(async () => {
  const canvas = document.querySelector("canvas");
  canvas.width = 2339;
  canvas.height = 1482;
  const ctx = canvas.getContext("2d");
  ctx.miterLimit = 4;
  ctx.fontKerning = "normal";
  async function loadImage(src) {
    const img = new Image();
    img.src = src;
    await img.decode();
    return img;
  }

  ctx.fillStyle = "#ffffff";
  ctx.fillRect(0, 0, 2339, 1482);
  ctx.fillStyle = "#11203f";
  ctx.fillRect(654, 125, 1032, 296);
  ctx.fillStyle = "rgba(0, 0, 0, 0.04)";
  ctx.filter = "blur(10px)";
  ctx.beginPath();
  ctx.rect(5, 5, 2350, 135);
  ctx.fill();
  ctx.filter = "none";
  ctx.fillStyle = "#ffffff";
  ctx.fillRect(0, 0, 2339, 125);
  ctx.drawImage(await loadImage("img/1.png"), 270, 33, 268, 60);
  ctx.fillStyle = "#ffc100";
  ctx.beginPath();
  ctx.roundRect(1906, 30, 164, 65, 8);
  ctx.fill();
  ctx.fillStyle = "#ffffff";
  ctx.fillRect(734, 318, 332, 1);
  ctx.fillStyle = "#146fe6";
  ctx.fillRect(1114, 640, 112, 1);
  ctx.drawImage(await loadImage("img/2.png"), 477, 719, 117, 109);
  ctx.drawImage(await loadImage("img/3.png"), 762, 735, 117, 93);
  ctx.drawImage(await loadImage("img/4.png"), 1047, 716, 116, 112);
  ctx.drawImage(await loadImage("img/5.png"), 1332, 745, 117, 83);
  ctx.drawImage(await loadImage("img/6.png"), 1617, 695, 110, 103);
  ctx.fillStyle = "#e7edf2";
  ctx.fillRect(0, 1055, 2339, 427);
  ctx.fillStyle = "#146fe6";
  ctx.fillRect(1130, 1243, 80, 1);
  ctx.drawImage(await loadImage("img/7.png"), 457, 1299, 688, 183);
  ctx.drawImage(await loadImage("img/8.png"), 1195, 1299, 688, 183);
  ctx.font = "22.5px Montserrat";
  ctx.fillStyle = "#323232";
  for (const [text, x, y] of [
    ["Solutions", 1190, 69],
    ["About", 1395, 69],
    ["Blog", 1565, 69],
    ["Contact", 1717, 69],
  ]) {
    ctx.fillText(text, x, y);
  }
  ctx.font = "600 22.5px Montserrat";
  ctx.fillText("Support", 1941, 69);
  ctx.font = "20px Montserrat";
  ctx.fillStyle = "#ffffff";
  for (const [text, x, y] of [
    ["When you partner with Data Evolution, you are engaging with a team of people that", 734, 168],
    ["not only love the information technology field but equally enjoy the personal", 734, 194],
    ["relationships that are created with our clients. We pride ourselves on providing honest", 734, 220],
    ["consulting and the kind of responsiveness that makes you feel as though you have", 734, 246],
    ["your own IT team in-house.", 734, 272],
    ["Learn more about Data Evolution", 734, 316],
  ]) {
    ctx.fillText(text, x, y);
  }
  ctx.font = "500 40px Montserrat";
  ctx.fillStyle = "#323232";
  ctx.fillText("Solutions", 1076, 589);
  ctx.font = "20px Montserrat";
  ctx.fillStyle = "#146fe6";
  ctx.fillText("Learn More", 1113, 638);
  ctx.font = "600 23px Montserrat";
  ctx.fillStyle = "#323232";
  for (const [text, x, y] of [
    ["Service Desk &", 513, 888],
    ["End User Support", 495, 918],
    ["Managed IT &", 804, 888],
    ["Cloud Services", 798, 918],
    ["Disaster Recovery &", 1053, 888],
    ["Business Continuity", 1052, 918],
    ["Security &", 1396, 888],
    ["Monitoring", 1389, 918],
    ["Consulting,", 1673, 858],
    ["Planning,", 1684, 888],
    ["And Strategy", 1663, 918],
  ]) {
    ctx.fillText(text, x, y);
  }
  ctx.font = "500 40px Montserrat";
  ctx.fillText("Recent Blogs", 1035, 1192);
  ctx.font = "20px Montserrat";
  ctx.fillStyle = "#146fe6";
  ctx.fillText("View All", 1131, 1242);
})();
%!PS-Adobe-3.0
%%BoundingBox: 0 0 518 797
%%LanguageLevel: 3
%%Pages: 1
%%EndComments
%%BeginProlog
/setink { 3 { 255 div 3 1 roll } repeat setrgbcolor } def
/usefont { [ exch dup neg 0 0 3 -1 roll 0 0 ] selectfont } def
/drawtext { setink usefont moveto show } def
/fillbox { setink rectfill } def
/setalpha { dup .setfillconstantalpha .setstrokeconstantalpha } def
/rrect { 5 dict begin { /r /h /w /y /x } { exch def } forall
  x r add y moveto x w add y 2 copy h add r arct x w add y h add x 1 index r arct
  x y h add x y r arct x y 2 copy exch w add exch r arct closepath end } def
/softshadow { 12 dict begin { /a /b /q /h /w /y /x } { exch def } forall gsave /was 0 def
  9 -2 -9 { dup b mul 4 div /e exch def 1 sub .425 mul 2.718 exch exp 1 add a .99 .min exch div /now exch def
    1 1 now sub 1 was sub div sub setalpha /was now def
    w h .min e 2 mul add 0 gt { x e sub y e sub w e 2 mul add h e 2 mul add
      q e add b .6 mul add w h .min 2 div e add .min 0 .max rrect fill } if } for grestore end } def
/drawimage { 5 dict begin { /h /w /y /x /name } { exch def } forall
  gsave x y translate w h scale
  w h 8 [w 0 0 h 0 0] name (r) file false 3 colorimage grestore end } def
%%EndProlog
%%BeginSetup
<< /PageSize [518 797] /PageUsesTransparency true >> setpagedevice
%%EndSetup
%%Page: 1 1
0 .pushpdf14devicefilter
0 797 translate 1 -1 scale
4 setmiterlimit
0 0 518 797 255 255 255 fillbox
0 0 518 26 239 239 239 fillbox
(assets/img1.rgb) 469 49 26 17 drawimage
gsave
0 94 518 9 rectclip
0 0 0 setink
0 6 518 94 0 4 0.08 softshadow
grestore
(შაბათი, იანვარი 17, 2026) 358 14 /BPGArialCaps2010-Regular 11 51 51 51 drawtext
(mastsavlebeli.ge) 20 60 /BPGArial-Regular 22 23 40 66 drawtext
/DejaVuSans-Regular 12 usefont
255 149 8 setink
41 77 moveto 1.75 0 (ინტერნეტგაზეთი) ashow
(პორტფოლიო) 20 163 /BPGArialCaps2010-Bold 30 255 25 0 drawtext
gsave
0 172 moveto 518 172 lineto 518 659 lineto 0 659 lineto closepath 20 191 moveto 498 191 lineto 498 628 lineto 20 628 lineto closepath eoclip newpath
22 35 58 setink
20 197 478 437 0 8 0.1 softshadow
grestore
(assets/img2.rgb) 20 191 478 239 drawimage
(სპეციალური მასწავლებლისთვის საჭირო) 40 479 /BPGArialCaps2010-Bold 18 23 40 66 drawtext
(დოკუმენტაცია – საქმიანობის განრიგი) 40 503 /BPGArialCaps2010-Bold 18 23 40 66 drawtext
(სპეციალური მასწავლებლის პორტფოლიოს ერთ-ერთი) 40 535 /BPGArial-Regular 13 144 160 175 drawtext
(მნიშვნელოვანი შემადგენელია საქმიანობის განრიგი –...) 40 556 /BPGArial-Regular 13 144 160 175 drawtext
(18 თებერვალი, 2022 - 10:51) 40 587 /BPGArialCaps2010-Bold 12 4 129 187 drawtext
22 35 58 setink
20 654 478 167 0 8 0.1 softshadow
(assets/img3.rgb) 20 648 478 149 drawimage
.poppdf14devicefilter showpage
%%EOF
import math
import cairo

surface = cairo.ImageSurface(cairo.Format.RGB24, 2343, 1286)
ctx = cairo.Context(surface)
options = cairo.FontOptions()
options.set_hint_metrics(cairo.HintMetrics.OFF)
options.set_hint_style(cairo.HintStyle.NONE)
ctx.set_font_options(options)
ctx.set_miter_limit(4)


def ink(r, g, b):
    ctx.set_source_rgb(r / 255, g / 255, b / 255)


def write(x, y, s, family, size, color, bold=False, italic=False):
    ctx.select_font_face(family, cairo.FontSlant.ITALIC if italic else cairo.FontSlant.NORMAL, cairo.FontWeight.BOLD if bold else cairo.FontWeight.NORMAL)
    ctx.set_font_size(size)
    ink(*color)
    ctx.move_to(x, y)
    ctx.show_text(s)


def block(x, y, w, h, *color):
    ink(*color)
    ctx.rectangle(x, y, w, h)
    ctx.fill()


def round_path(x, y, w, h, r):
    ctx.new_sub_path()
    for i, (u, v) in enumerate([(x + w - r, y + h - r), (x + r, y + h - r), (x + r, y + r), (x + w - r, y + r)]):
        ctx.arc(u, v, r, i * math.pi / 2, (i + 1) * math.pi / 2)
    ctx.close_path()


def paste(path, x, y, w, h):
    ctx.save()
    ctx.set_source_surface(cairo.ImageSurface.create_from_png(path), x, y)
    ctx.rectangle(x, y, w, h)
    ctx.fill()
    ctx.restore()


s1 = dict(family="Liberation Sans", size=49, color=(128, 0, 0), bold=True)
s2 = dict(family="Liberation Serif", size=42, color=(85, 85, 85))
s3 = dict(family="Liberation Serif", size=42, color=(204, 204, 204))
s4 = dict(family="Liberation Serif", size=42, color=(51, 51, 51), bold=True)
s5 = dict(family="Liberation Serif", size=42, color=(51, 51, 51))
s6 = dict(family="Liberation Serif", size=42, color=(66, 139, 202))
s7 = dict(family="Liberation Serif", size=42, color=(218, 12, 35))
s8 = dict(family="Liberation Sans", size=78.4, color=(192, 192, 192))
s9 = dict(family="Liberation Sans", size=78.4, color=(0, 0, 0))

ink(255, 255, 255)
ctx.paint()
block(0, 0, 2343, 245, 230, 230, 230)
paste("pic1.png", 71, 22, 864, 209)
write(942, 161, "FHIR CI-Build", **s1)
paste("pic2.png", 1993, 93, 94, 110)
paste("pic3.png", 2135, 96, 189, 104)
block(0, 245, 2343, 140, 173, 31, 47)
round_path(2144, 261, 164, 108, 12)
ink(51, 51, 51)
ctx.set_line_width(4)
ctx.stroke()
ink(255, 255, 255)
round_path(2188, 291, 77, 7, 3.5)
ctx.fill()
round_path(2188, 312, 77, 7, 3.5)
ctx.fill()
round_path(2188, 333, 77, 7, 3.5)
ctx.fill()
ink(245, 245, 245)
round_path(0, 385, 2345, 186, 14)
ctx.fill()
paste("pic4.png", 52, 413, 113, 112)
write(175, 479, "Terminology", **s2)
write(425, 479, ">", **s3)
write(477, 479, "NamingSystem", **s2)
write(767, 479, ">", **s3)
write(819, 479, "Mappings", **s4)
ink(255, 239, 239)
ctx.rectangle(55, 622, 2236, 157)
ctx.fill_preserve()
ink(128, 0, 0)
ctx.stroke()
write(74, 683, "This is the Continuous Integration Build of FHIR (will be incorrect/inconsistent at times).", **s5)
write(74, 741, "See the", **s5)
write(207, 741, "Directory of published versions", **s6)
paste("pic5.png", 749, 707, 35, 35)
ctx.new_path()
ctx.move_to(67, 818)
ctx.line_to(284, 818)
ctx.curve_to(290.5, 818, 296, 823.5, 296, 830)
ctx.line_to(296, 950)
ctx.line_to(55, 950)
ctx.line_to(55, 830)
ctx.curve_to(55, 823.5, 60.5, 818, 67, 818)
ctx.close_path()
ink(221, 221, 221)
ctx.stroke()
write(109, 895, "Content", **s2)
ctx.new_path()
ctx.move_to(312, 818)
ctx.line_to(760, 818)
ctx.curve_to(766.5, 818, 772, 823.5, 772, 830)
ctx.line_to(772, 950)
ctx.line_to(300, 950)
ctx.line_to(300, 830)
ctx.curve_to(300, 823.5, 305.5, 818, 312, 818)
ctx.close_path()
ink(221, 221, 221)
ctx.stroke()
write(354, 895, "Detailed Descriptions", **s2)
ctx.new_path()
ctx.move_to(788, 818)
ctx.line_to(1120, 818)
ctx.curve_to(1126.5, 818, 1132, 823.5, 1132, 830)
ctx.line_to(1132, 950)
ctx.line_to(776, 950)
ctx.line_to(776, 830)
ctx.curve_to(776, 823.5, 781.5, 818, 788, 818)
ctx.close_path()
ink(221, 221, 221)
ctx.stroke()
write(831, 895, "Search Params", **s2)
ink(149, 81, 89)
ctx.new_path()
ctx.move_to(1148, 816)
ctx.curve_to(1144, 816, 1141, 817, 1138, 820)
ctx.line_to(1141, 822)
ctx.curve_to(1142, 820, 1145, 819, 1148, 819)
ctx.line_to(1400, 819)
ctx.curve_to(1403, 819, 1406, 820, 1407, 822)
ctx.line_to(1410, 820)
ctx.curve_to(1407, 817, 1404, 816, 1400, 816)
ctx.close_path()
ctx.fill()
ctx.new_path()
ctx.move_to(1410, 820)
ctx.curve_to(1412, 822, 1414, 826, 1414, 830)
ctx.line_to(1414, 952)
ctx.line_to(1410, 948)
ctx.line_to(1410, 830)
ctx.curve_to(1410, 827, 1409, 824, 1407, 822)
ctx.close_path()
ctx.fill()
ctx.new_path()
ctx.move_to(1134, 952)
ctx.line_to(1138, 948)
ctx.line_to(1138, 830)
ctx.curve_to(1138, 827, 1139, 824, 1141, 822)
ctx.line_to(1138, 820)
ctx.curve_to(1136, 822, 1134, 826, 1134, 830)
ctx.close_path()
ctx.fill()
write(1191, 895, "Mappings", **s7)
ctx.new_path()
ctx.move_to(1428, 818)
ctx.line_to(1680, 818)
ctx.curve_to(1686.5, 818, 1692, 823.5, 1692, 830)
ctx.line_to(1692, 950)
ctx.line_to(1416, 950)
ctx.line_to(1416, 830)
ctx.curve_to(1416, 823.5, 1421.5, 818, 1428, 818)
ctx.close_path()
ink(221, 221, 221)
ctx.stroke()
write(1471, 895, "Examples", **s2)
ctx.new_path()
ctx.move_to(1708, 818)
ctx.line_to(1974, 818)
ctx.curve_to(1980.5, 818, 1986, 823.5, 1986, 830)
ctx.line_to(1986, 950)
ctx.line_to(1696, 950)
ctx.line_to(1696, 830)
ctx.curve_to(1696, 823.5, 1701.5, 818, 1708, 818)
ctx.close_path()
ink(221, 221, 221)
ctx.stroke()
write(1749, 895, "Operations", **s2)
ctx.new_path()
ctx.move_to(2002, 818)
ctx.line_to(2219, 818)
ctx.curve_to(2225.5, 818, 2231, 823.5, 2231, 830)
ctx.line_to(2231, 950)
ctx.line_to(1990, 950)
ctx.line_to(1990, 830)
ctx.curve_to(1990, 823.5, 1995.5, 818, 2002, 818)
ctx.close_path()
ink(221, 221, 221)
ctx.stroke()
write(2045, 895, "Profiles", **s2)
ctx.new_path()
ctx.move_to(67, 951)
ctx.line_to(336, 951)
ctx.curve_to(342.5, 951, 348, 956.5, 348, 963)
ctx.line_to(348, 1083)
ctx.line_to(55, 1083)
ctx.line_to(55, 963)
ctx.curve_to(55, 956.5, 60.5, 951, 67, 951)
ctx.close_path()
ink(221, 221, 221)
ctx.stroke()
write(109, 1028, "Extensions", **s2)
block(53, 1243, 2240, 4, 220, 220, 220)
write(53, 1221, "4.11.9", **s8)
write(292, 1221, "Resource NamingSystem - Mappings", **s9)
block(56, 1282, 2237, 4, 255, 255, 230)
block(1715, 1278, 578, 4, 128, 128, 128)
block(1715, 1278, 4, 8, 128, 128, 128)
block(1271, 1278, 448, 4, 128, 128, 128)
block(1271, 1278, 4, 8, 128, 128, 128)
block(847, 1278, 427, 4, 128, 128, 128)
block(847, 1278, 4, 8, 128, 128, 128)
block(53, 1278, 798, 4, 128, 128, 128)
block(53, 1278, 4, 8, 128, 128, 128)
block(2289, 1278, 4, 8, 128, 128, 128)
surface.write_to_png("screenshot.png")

◆ THE PROBLEM ◆
Where a line of the records includes "math", copy it.

◆ EXERCISE OUTPUT ◆
import math
        ctx.arc(u, v, r, i * math.pi / 2, (i + 1) * math.pi / 2)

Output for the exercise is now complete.